In practice, the correlation interval of the investigated stochastic process is much less than the modulation period T₀ and, consequently, the time interval T of observation, since in real applications, the effective spectrum bandwidth of the investigated stochastic process is more than 10⁴ − 10⁵ Hz and at the same time, the modulation frequency f_mod = Ω × (2π)⁻¹ is several hundred hertz. In this case, we can assume that the functions cos[(2k − 1)Ωτ] are not variable functions within the limits of the correlation interval, and we can think that this function can be approximated by unit, that is, cos[(2k − 1)Ωτ] ≈ 1. This statement is true for the components of variance of the variance estimate caused by stochastic character of variation of the processes s(t) and n(t). Taking into consideration that

${\sum^{}}_{k = 1}^{\infty} {(2 k - 1)}^{- 2} = \frac{π^{2}}{8}, (13.216)$

we obtain

$\begin{array}{l} Var {{Var}_{x}^{*}} = & \frac{4 {Var}_{s}^{2}}{T} (1 + 2 q + 2 q^{2}) {\int^{}}_{0}^{\infty} r^{2} (τ) d τ + \frac{8 {Var}_{s}^{2} {Var}_{β}}{T} \\ \times {{\int^{}}_{0}^{T} (1 - \frac{τ}{T}) r_{β} (τ) d τ + \frac{8 (1 + 4 q + 4 q^{2})}{π^{2}} {\sum^{}}_{k = 1}^{\infty} \frac{1}{{(2 k - 1)}^{2}} \\ \times {\int^{}}_{0}^{T} (1 - \frac{τ}{T}) r_{β} (τ) \cos [(2 k - 1) Ω τ] d τ} . \end{array} (13.217)$

The approximation cos[(2k − 1)Ωτ] ≈ 1 is true within the limits of the correlation interval of investigated stochastic process owing to fast convergence of the series (13.216) to its limit. If, in addition to the aforementioned condition, the correlation interval of the amplification coefficients is much less than the time interval of observation, that is, τ_β ≪ 1 but τ_β > T₀, then

$Var {{Var}_{s}^{*}} \approx \frac{4 {Var}_{s}^{2}}{T} (1 + 2 q + 2 q^{2}) {\int^{}}_{0}^{\infty} r^{2} (τ) d τ + \frac{8 {Var}_{s}^{2} {Var}_{β}}{T} {\int^{}}_{0}^{\infty} r_{β} (τ) d τ . (13.218)$

When the random variations of the amplification coefficients are absent, based on (13.217), we can write

${Var}_{0} {{Var}_{s}^{*}} = \frac{4 {Var}_{s}^{2}}{T} (1 + 2 q + 2 q^{2}) {\int^{}}_{0}^{\infty} r^{2} (τ) d τ . (13.219)$

Comparing (13.219) and (13.162) at Var_β = 0 while using the compensation method to measure variance, we can see that the relative value of the variance of the variance estimate defining the sensitivity of the modulation method is twice as high compared to the relative variation in the variance estimate obtained by the compensation method at the same conditions of measurement. Physically this phenomenon is caused by a twofold decrease in the time interval of observation of the investigated stochastic process owing to switching.
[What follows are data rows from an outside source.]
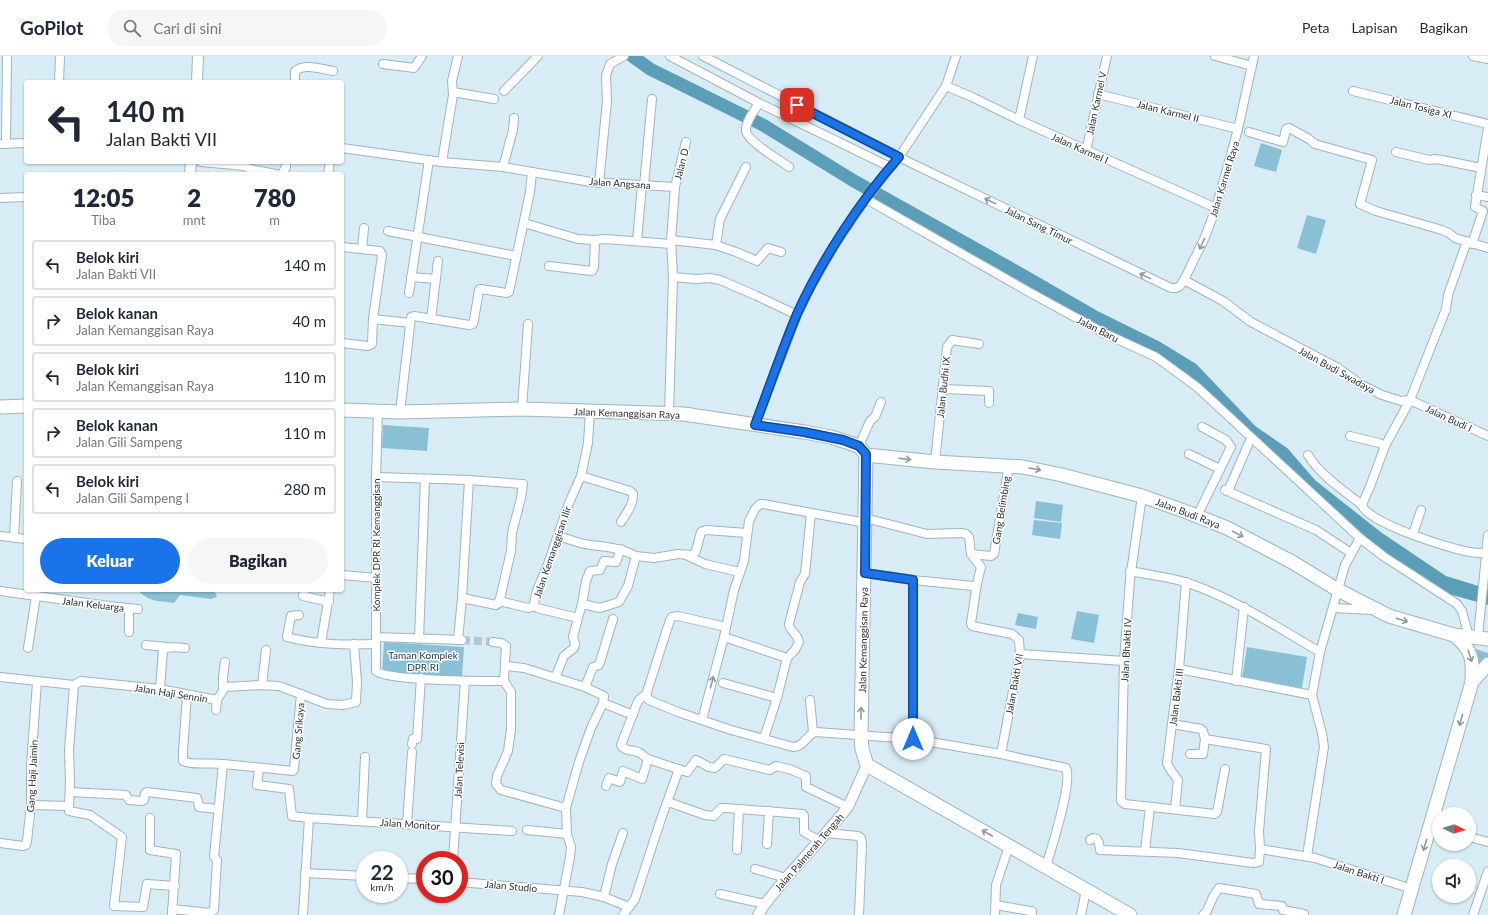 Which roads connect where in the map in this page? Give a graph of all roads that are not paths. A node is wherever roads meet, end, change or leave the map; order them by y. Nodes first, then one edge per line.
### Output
1 (7, 56) edge
2 (60, 56) edge
3 (198, 56) edge
4 (422, 56) edge
5 (458, 56) edge
6 (538, 56) edge
7 (670, 56) edge
8 (703, 56) edge
9 (956, 56) edge
10 (1032, 56) edge
11 (1107, 56) edge
12 (1215, 56) edge
13 (1254, 56) edge
14 (1473, 56) edge
15 (624, 57) edge
16 (1488, 59) edge
17 (383, 64) dead end
18 (1252, 66) junction
19 (333, 71) dead end
20 (59, 80) edge
21 (197, 80) edge
22 (295, 80) edge
23 (946, 86) junction
24 (1353, 91) dead end
25 (453, 92) junction
26 (504, 92) dead end
27 (1098, 94) junction
28 (494, 99) dead end
29 (652, 99) dead end
30 (758, 105) junction
31 (514, 118) dead end
32 (1019, 120) junction
33 (1488, 124) edge
34 (1488, 128) edge
35 (1238, 129) junction
36 (1249, 132) dead end
37 (686, 142) dead end
38 (24, 143) edge
39 (3, 144) edge
40 (344, 148) edge
41 (1086, 151) junction
42 (1396, 152) dead end
43 (1485, 155) edge
44 (899, 157) junction
45 (429, 160) junction
46 (442, 162) junction
47 (212, 164) edge
48 (503, 167) junction
49 (746, 167) dead end
50 (790, 167) dead end
51 (890, 167) junction
52 (1481, 168) junction
53 (244, 170) edge
54 (266, 172) edge
55 (532, 172) junction
56 (599, 183) junction
57 (643, 185) junction
58 (675, 187) junction
59 (1476, 196) junction
60 (24, 197) edge
61 (867, 197) junction
62 (0, 198) edge
63 (1488, 198) edge
64 (1216, 208) junction
65 (524, 223) junction
66 (364, 228) dead end
67 (388, 231) dead end
68 (417, 236) junction
69 (595, 240) junction
70 (637, 241) junction
71 (671, 242) junction
72 (1470, 242) junction
73 (716, 245) junction
74 (344, 246) edge
75 (1488, 248) edge
76 (362, 249) junction
77 (781, 252) dead end
78 (516, 256) junction
79 (438, 261) dead end
80 (549, 266) dead end
81 (411, 277) junction
82 (673, 277) junction
83 (436, 280) junction
84 (1182, 283) junction
85 (409, 293) dead end
86 (797, 315) junction
87 (373, 319) junction
88 (431, 319) junction
89 (410, 323) junction
90 (528, 324) dead end
91 (344, 343) edge
92 (979, 344) dead end
93 (944, 389) junction
94 (1410, 400) junction
95 (881, 402) dead end
96 (989, 403) dead end
97 (24, 406) edge
98 (0, 407) edge
99 (522, 409) junction
100 (344, 410) edge
101 (378, 411) junction
102 (590, 411) junction
103 (400, 412) junction
104 (669, 413) junction
105 (755, 425) junction
106 (1202, 427) dead end
107 (1350, 436) dead end
108 (1488, 436) edge
109 (1251, 438) junction
110 (1385, 446) junction
111 (863, 450) junction
112 (1188, 454) dead end
113 (1308, 455) dead end
114 (935, 462) junction
115 (1009, 465) junction
116 (1220, 469) junction
117 (581, 476) junction
118 (376, 477) junction
119 (425, 479) junction
120 (469, 480) junction
121 (17, 481) dead end
122 (1142, 496) junction
123 (1362, 505) junction
124 (1421, 510) dead end
125 (811, 513) junction
126 (1197, 516) junction
127 (865, 520) junction
128 (621, 522) dead end
129 (747, 533) junction
130 (1413, 534) junction
131 (0, 536) edge
132 (558, 536) junction
133 (1488, 536) edge
134 (14, 537) junction
135 (1360, 538) junction
136 (24, 539) edge
137 (0, 540) edge
138 (621, 550) junction
139 (1351, 553) junction
140 (1486, 553) junction
141 (971, 554) junction
142 (685, 555) junction
143 (636, 556) junction
144 (1130, 571) junction
145 (740, 572) junction
146 (868, 573) junction
147 (344, 575) edge
148 (376, 578) junction
149 (913, 580) junction
150 (1186, 582) junction
151 (976, 588) junction
152 (1338, 590) junction
153 (0, 591) edge
154 (304, 592) edge
155 (330, 592) edge
156 (36, 596) junction
157 (462, 598) junction
158 (499, 601) junction
159 (329, 602) junction
160 (582, 604) junction
161 (534, 606) junction
162 (1244, 607) junction
163 (1333, 608) junction
164 (1376, 610) junction
165 (299, 615) dead end
166 (578, 618) junction
167 (613, 618) dead end
168 (726, 627) junction
169 (128, 632) dead end
170 (1454, 635) junction
171 (724, 637) junction
172 (1478, 638) edge
173 (419, 639) junction
174 (376, 641) junction
175 (493, 642) tunnel mouth
176 (321, 643) junction
177 (354, 644) junction
178 (146, 645) dead end
179 (167, 647) junction
180 (28, 648) dead end
181 (185, 648) dead end
182 (266, 650) dead end
183 (1320, 652) junction
184 (1020, 654) junction
185 (787, 658) junction
186 (1124, 661) junction
187 (225, 662) dead end
188 (1488, 664) edge
189 (505, 666) junction
190 (1179, 669) junction
191 (0, 677) edge
192 (421, 678) junction
193 (555, 678) junction
194 (465, 681) junction
195 (504, 681) junction
196 (1236, 681) junction
197 (37, 682) junction
198 (1472, 682) junction
199 (723, 683) dead end
200 (74, 684) junction
201 (262, 685) junction
202 (585, 688) junction
203 (160, 689) junction
204 (223, 689) junction
205 (301, 694) junction
206 (187, 695) junction
207 (646, 695) junction
208 (1312, 695) junction
209 (777, 698) junction
210 (217, 700) junction
211 (810, 700) dead end
212 (603, 703) junction
213 (216, 710) dead end
214 (633, 715) junction
215 (702, 720) junction
216 (1172, 724) junction
217 (813, 732) junction
218 (861, 735) junction
219 (764, 738) junction
220 (913, 739) junction
221 (1205, 739) junction
222 (1001, 754) junction
223 (1190, 754) dead end
224 (365, 757) dead end
225 (648, 759) junction
226 (223, 764) junction
227 (867, 766) junction
228 (259, 768) junction
229 (679, 769) junction
230 (1225, 769) dead end
231 (606, 786) dead end
232 (70, 792) junction
233 (668, 802) junction
234 (31, 805) junction
235 (69, 806) junction
236 (848, 807) junction
237 (1150, 807) junction
238 (1440, 807) edge
239 (566, 808) junction
240 (218, 809) junction
241 (739, 809) junction
242 (1175, 809) junction
243 (769, 811) junction
244 (150, 818) dead end
245 (309, 818) junction
246 (362, 821) junction
247 (407, 824) junction
248 (456, 827) junction
249 (527, 830) dead end
250 (512, 831) dead end
251 (623, 833) dead end
252 (567, 834) junction
253 (1432, 836) edge
254 (823, 837) junction
255 (1476, 839) edge
256 (1090, 840) dead end
257 (1488, 842) edge
258 (0, 843) edge
259 (767, 844) dead end
260 (1009, 846) junction
261 (1260, 849) junction
262 (737, 850) dead end
263 (454, 851) edge
264 (1145, 851) junction
265 (1307, 856) junction
266 (1046, 867) junction
267 (755, 869) dead end
268 (1488, 871) edge
269 (305, 873) junction
270 (356, 876) edge
271 (786, 878) junction
272 (468, 883) edge
273 (175, 886) junction
274 (1412, 889) junction
275 (1086, 890) junction
276 (563, 891) junction
277 (720, 894) dead end
278 (604, 897) junction
279 (765, 904) junction
280 (996, 905) junction
281 (629, 907) junction
282 (172, 912) edge
283 (1304, 914) edge
284 (304, 915) edge
285 (560, 915) edge
286 (623, 915) edge
287 (758, 915) edge
288 (859, 915) edge
289 (994, 915) edge
290 (1032, 915) edge
291 (1081, 915) edge
292 (1130, 915) edge
293 (1204, 915) edge
294 (1404, 915) edge
295 (1473, 915) edge

1 - 39 street
2 - 20 street
3 - 21 street
4 - 17 street
5 - 25 street
6 - 26 street
7 - 30 street
8 - 44 street, Jalan Sang Timur
9 - 23 street
10 - 32 street
11 - 27 street, Jalan Karmel V
12 - 18 street
13 - 18 street, Jalan Karmel Raya
14 - 16 street
15 - 56 street
18 - 35 street, Jalan Karmel Raya
19 - 22 street
23 - 32 street, Jalan Karmel I
23 - 44 street
24 - 33 street, Jalan Tosiga XI
25 - 28 street
25 - 46 street
27 - 35 street, Jalan Karmel II
27 - 41 street, Jalan Karmel V
29 - 57 street
30 - 50 street
30 - 51 street
31 - 48 street
32 - 41 street, Jalan Karmel I
34 - 43 street
35 - 64 street, Jalan Karmel Raya
36 - 72 street
37 - 58 street, Jalan D
38 - 39 street
40 - 45 street, Jalan Angsana
41 - 64 street, Jalan Karmel I
42 - 52 street
43 - 52 street
44 - 51 street
84 -> 44 street, Jalan Sang Timur
45 - 46 street, Jalan Angsana
45 - 68 street
46 - 48 street, Jalan Angsana
47 - 53 street
48 - 55 street, Jalan Angsana
49 - 73 street
51 - 61 street
52 - 59 street
53 - 54 street
55 - 56 street, Jalan Angsana
55 - 65 street
56 - 57 street, Jalan Angsana
57 - 58 street, Jalan Angsana
57 - 70 street
58 - 71 street
59 - 63 street
59 - 72 street
60 - 62 street
61 - 86 street
61 - 109 street, Jalan Baru
64 -> 84 street, Jalan Karmel Raya
65 - 69 street
65 - 78 street
66 - 76 street
67 - 68 street
68 - 78 street
68 - 81 street
69 - 70 street
69 - 80 street
70 - 71 street
71 - 73 street
71 - 82 street
72 - 75 street
72 - 94 street
73 - 77 street
74 - 76 street
76 - 87 street
78 - 88 street
79 - 83 street
81 - 83 street
81 - 85 street
82 - 86 street
82 - 104 street
83 - 88 street
84 - 94 street, Jalan Budi Swadaya
86 - 105 street
87 - 89 street
87 - 91 street
88 - 89 street
89 - 103 street
90 - 99 street
92 - 93 street, Jalan Budhi IX
93 - 96 street
93 - 114 street, Jalan Budhi IX
94 - 108 street, Jalan Budi I
94 - 110 street
95 - 111 street
97 - 98 main road
99 - 102 main road, Jalan Kemanggisan Raya
99 - 103 main road, Jalan Kemanggisan Raya
100 - 101 main road, Jalan Kemanggisan Raya
101 - 103 main road, Jalan Kemanggisan Raya
101 - 118 street, Komplek DPR RI Kemanggisan
102 - 104 main road, Jalan Kemanggisan Raya
102 - 117 street, Jalan Kemanggisan Ilir
104 - 105 main road, Jalan Kemanggisan Raya
105 - 111 main road, Jalan Kemanggisan Raya
106 - 116 street
107 - 110 street
109 - 135 street, Jalan Baru
109 - 139 street
110 - 123 street
111 -> 114 main road, Jalan Budi Raya
111 - 127 main road, Jalan Kemanggisan Raya
112 - 116 street
113 - 123 street
114 - 115 main road, Jalan Budi Raya
115 -> 122 main road, Jalan Budi Raya
115 - 141 street, Gang Belimbing
116 - 126 street
117 - 128 street
117 - 132 street, Jalan Kemanggisan Ilir
118 - 119 street
118 - 148 street, Komplek DPR RI Kemanggisan
119 - 120 street
119 - 173 street
120 - 157 street
120 - 158 street
121 - 134 street
122 - 126 main road, Jalan Budi Raya
122 - 144 street, Jalan Bhakti IV
123 - 130 street
124 - 130 street
125 - 127 street
125 - 129 street
125 - 185 street
126 -> 152 main road, Jalan Budi Raya
127 - 141 street
127 - 146 main road, Jalan Kemanggisan Raya
129 - 142 street
129 - 145 street
130 - 140 street
131 - 134 street
131 - 137 street
132 - 138 street
132 - 161 street, Jalan Kemanggisan Ilir
133 - 140 street
134 - 136 street
135 - 139 street
135 - 172 street, Jalan Baru
138 - 143 street
138 - 160 street
139 - 152 street
140 - 172 street
141 - 151 street
142 - 143 street
142 - 145 street
143 - 160 street
144 - 150 street
144 - 186 street, Jalan Bhakti IV
145 - 168 street
146 - 149 street
218 -> 146 main road, Jalan Kemanggisan Raya
147 - 148 street
148 - 174 street, Komplek DPR RI Kemanggisan
149 - 151 street
149 - 220 street
150 - 162 street
150 - 190 street, Jalan Bakti III
151 - 184 street, Jalan Bakti VII
152 - 163 street
152 - 164 main road, Jalan Budi Raya
153 - 156 street, Jalan Keluarga
154 - 159 street
155 - 159 street
156 - 169 street, Jalan Keluarga
156 - 180 street
157 - 158 street
157 - 173 street
158 - 161 street
159 - 176 street
160 - 166 street
161 - 166 street, Jalan Kemanggisan Ilir
162 - 183 street
162 - 196 street
163 - 164 street
163 - 183 street
164 -> 170 main road, Jalan Budi Raya
165 - 176 street
166 - 193 street
167 - 202 street
168 - 171 street
168 - 207 street
170 - 172 main road, Jalan Budi Raya
170 -> 198 main road
171 - 185 street
215 -> 171 street
173 - 174 street
174 - 177 street
174 - 192 street, Komplek DPR RI Kemanggisan
175 - 189 street
176 - 177 street
177 - 205 street
178 - 179 street
179 - 181 street
179 - 203 street
182 - 201 street
183 - 208 street
184 - 186 street
184 - 222 street, Jalan Bakti VII
185 - 209 street
186 - 237 street, Jalan Bhakti IV
187 - 204 street
188 - 198 main road
189 - 193 street
189 - 195 street
190 - 196 street
190 - 216 street, Jalan Bakti III
191 - 197 street, Jalan Haji Sennin
192 - 194 street
192 - 247 street
193 - 202 street
194 - 195 street
194 - 248 street, Jalan Televisi
195 - 239 street
196 - 208 street
197 - 200 street, Jalan Haji Sennin
197 - 234 street, Gang Haji Jaimin
198 -> 238 main road
199 - 209 street
200 - 203 street, Jalan Haji Sennin
200 - 232 street
201 - 204 street
201 - 205 street
202 - 212 street
203 - 206 street, Jalan Haji Sennin
204 - 210 street, Jalan Haji Sennin
205 - 228 street, Gang Srikaya
206 - 210 street, Jalan Haji Sennin
206 - 226 street, Gang Srikaya
207 - 214 street
207 - 215 street
208 - 265 street
209 - 219 street
210 - 213 street
211 - 217 street
212 - 214 street
212 - 239 street
214 - 225 street
215 - 219 street
216 - 221 street
216 - 242 street, Jalan Bakti III
217 - 218 street
217 - 219 street
218 - 220 street
218 - 227 main road, Jalan Kemanggisan Raya
220 - 222 street
221 - 223 street
221 - 261 street
222 - 266 street
224 - 246 street
225 - 229 street
225 - 231 street
226 - 228 street, Gang Srikaya
226 - 240 street
227 - 236 street, Jalan Palmerah Tengah
260 -> 227 main road
228 - 245 street, Jalan Monitor
229 - 233 street
229 - 236 street
230 - 242 street
232 - 235 street
232 - 240 street
233 - 241 street
233 - 281 street
234 - 235 street
234 - 258 street, Gang Haji Jaimin
235 - 273 street
236 - 254 street, Jalan Palmerah Tengah
237 - 242 street
237 - 264 street
239 - 252 street
240 - 282 street
241 - 243 street
241 - 262 street
243 - 254 street
243 - 259 street
244 - 273 street
245 - 246 street, Jalan Monitor
245 - 269 street
246 - 247 street, Jalan Monitor
247 - 248 street, Jalan Monitor
248 - 250 street, Jalan Monitor
248 - 263 street, Jalan Televisi
249 - 252 street
251 - 278 street
252 - 276 street
253 -> 274 main road
254 - 271 street, Jalan Palmerah Tengah
254 - 288 street
255 - 257 street
256 - 264 street
260 - 266 main road
260 - 280 street
261 - 264 street
261 - 265 street, Jalan Bakti I
265 - 274 street, Jalan Bakti I
266 - 275 main road
267 - 271 street
268 - 295 street
269 - 270 street
269 - 284 street
271 - 279 street, Jalan Palmerah Tengah
272 - 276 street, Jalan Studio
273 - 282 street
274 - 294 main road
275 - 291 street
275 - 292 main road
276 - 278 street, Jalan Studio
276 - 285 street
277 - 279 street
278 - 281 street, Jalan Studio
279 - 287 street, Jalan Palmerah Tengah
280 - 289 street
280 - 290 street
281 - 286 street
283 - 293 street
Now, consider the modulation method used for variance measurement based on a comparison between the variance Var_s of the observed stochastic process ζ(t) within the limits of amplifer bandwidth and the variance Var_s₀ of the reference calibrated stochastic process s₀(t) in accordance with the block diagram shown in Figure 13.12. In this case, the signal at the amplifer input can be presented in the following form:

$x (t) = [1 + υ (t)] {[s (t) + n (t)] u (t) + [s_{0} (t) + n (t)] [1 - u (t)]} (13.220)$

The signal at the ideal integrator output can be presented in the following form:

$z (t) = \frac{2}{T} {\int^{}}_{0}^{T} {[1 + υ (t)]}^{2} {{[s (t) + n (t)]}^{2} u (t) - {[s_{0} (t) + n (t)]}^{2} [1 - u (t)]} d t . (13.221)$

The variance estimate is given by

${Var}_{s}^{*} = z + {Var}_{s_{0}} . (13.222)$

Averaging by realizations, we have

$〈 {Var}_{s}^{*} 〉 = (1 + {Var}_{β}) ({Var}_{s} - {Var}_{s_{0}}) + {Var}_{s_{0}}; (13.223)$

that is, the bias of variance estimate can be presented in the following form:

$b {{Var}_{s}^{*}} = {Var}_{β} ({Var}_{s} - {Var}_{s_{0}}) . (13.224)$

When the random variations of the amplification coefficients are absent, the process at the modulation measurer output can be calibrated in values of difference between the variance of investigated stochastic process and the variance of reference stochastic process. This measurement method is called the modulation method of variance measurement with direct reading. When the variances of investigated and reference stochastic processes are the same, the bias of the considered variance estimate is zero. If the variance of the reference stochastic process can be controlled, the measurement is reduced to fixation of zero readings. This method is called the modulation method of measurement with zero reading. The modulation method with zero reading can be automated by a tracking device.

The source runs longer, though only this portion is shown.